Problem to solve
Read the data below. Every line holding the string "main" must be copied.

=== Records supplied ===

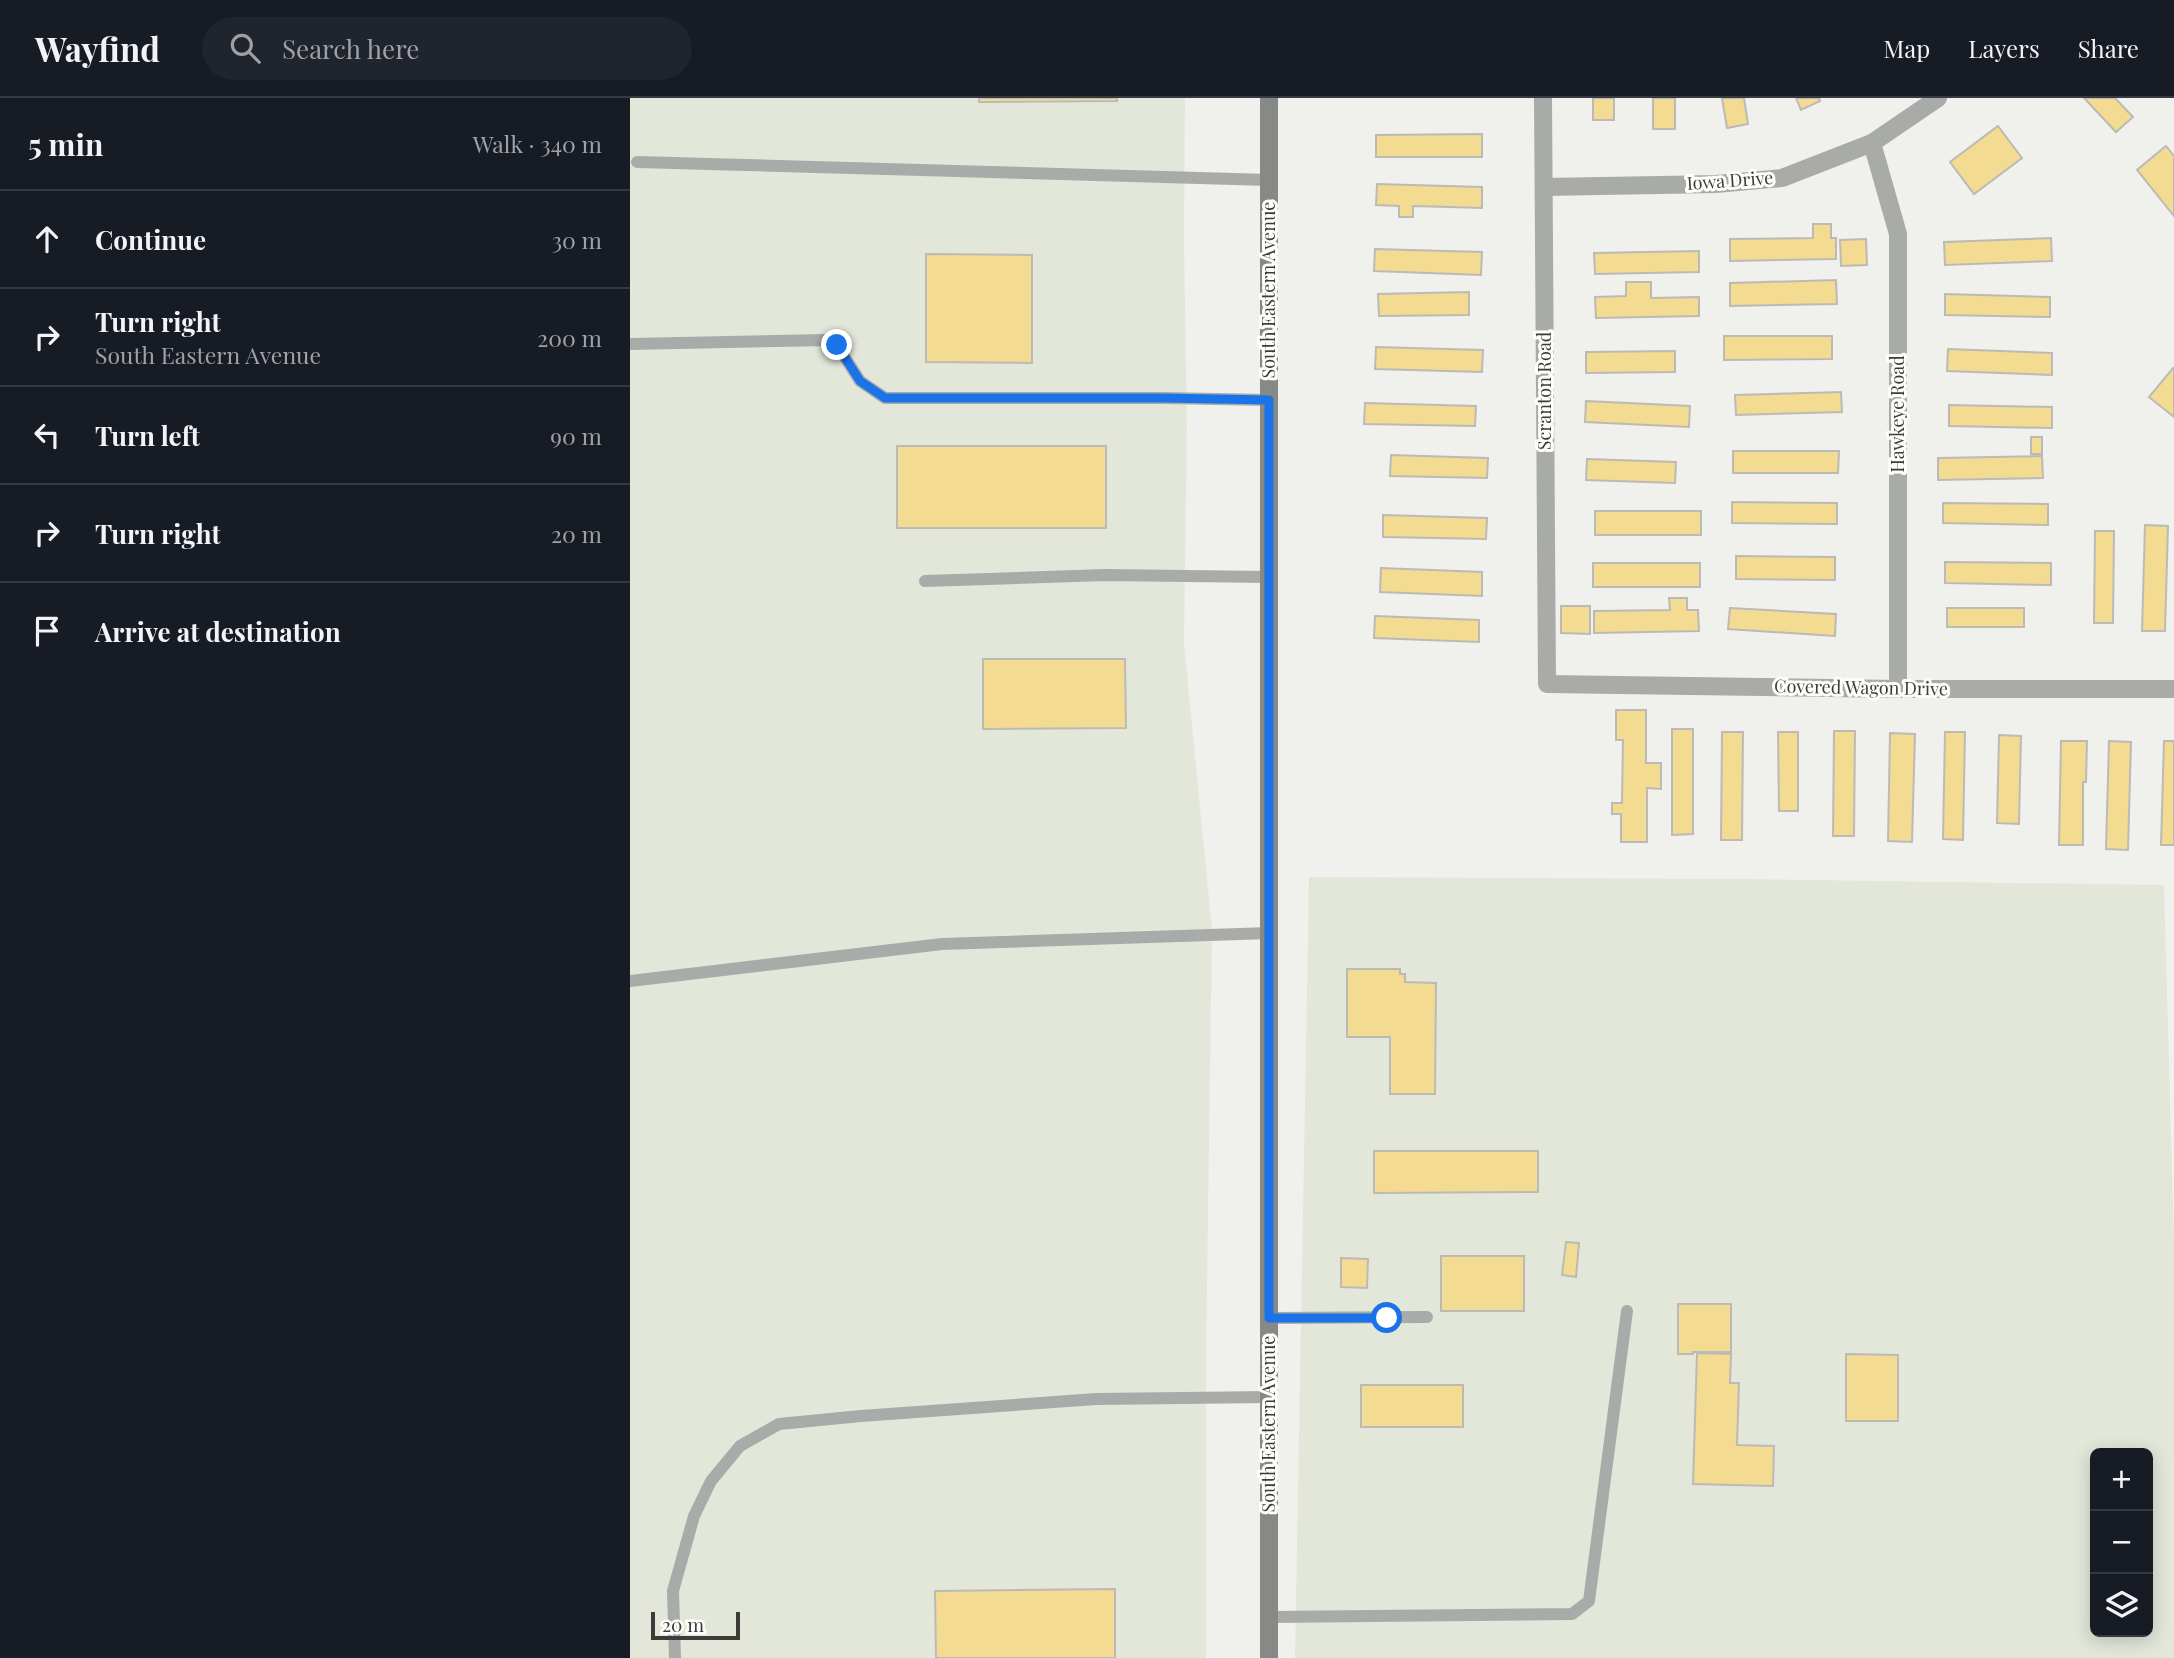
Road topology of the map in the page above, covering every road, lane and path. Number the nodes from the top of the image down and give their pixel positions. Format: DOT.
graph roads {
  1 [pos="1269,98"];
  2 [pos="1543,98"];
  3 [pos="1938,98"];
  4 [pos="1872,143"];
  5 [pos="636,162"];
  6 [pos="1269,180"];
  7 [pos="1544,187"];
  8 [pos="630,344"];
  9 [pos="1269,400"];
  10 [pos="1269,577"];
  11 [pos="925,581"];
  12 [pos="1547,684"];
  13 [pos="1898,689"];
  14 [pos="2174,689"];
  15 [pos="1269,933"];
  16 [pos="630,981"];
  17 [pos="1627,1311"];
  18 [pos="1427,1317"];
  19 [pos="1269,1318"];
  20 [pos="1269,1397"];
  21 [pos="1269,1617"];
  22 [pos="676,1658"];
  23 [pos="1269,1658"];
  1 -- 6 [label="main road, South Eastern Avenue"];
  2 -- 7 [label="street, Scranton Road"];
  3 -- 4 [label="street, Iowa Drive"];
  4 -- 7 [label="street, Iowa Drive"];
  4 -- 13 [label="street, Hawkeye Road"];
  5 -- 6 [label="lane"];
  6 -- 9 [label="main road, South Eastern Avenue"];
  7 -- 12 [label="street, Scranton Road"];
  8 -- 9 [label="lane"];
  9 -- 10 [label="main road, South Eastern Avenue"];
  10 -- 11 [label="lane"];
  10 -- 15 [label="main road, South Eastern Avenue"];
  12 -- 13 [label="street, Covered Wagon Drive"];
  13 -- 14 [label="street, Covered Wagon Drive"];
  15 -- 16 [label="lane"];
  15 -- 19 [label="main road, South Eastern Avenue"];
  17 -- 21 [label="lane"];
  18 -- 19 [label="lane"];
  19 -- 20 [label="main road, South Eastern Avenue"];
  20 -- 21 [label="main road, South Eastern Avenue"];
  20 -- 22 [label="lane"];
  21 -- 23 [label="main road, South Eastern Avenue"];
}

===
=== Records supplied ===

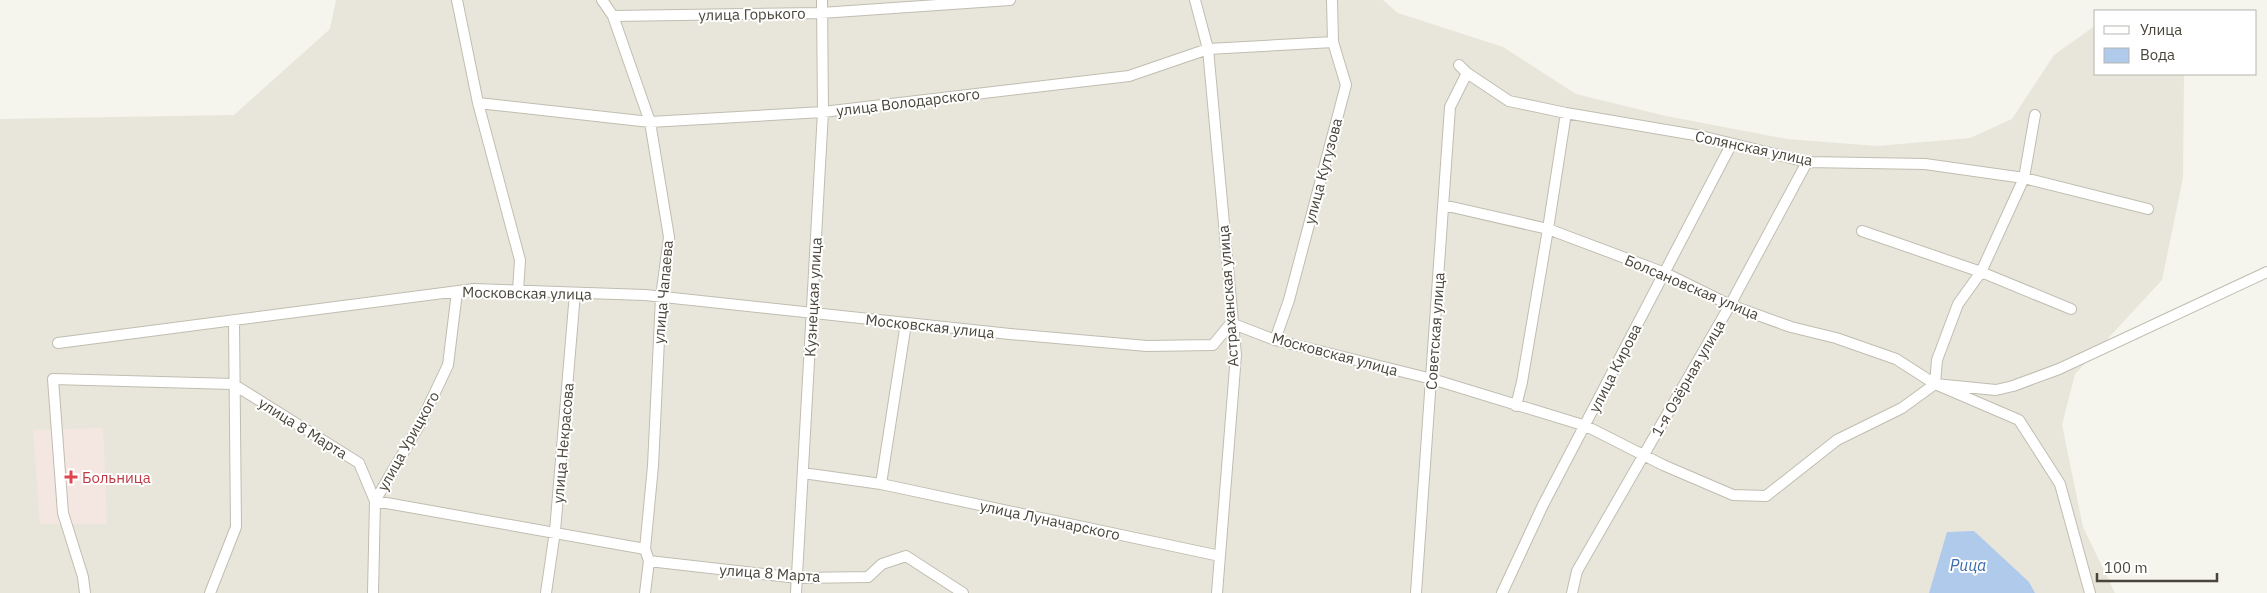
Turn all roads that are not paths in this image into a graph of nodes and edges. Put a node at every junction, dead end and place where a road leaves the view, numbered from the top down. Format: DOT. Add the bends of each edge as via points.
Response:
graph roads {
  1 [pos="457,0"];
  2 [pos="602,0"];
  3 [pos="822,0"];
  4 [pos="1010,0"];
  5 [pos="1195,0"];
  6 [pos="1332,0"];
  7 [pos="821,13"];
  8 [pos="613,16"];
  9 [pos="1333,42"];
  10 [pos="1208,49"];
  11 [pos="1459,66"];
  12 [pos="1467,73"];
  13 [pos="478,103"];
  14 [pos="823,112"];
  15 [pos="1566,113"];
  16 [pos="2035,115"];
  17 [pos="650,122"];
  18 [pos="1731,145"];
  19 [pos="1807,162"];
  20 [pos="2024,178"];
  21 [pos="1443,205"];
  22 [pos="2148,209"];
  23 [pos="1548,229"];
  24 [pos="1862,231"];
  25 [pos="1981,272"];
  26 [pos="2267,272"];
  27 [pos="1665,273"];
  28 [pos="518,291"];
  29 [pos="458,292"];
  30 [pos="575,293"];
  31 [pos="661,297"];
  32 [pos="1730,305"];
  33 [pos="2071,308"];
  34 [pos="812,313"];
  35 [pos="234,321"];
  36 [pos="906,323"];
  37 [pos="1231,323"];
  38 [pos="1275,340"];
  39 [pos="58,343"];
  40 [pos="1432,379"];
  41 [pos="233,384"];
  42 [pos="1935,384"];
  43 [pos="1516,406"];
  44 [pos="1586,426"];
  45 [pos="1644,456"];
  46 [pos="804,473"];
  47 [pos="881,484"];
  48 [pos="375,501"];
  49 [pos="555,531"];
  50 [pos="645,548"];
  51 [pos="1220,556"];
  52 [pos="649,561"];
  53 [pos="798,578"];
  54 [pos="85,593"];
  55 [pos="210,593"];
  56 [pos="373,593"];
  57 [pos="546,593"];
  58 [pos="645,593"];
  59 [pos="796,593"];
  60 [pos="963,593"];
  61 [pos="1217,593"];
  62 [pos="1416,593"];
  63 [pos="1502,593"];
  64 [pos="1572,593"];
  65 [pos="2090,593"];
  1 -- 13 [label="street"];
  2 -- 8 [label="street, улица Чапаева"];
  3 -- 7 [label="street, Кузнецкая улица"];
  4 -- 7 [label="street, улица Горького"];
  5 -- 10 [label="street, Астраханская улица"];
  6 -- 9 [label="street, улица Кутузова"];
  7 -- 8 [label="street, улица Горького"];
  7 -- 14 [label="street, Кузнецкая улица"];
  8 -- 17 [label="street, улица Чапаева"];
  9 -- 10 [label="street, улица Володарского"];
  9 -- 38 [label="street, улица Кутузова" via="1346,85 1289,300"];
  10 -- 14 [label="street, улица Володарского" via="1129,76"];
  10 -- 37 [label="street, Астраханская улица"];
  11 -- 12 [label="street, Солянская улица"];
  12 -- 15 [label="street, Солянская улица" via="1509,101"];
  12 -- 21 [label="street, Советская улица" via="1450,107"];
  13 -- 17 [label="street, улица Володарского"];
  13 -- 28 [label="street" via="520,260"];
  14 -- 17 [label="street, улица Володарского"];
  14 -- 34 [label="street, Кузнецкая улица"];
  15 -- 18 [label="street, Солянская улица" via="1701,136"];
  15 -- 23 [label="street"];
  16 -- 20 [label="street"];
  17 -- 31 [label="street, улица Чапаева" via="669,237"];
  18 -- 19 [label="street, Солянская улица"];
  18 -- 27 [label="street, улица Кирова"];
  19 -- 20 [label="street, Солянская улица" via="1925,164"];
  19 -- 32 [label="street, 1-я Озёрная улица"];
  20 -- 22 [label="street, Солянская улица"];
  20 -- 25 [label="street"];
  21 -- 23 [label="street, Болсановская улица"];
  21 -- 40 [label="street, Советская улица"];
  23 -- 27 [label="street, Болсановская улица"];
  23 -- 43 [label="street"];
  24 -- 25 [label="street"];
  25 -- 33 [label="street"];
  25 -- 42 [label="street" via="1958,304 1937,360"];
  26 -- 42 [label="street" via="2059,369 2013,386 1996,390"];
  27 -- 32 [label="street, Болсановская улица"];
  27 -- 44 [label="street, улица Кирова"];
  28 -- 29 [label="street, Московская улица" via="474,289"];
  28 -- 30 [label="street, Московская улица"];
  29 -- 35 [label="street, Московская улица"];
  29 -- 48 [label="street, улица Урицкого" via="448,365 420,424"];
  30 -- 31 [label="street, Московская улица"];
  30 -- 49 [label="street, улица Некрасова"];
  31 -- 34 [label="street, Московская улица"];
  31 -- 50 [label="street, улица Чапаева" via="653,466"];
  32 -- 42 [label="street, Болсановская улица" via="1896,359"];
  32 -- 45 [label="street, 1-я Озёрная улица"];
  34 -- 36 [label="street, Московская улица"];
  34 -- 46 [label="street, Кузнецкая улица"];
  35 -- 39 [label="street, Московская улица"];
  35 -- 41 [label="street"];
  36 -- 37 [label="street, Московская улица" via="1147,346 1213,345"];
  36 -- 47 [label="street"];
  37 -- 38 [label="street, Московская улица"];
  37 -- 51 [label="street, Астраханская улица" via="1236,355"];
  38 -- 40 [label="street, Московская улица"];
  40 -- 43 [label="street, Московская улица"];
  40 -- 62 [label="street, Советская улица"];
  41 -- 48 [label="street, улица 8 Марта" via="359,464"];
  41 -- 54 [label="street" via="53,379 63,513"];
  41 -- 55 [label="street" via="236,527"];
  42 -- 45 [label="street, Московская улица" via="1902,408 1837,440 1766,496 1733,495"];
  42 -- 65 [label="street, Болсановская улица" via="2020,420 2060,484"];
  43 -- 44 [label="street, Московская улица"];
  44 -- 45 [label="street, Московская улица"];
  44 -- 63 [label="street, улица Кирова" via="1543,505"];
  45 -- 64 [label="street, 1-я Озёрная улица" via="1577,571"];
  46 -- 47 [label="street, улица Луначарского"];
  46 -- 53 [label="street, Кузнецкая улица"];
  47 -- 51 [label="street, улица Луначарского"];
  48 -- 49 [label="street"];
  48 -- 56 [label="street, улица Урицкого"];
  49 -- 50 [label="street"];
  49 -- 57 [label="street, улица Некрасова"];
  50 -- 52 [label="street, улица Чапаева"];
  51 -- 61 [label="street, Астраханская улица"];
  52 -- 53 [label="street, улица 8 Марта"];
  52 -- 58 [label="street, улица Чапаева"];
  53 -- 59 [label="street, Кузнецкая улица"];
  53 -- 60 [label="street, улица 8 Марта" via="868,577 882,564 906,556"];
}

===

Output for this exercise
  1 -- 6 [label="main road, South Eastern Avenue"];
  6 -- 9 [label="main road, South Eastern Avenue"];
  9 -- 10 [label="main road, South Eastern Avenue"];
  10 -- 15 [label="main road, South Eastern Avenue"];
  15 -- 19 [label="main road, South Eastern Avenue"];
  19 -- 20 [label="main road, South Eastern Avenue"];
  20 -- 21 [label="main road, South Eastern Avenue"];
  21 -- 23 [label="main road, South Eastern Avenue"];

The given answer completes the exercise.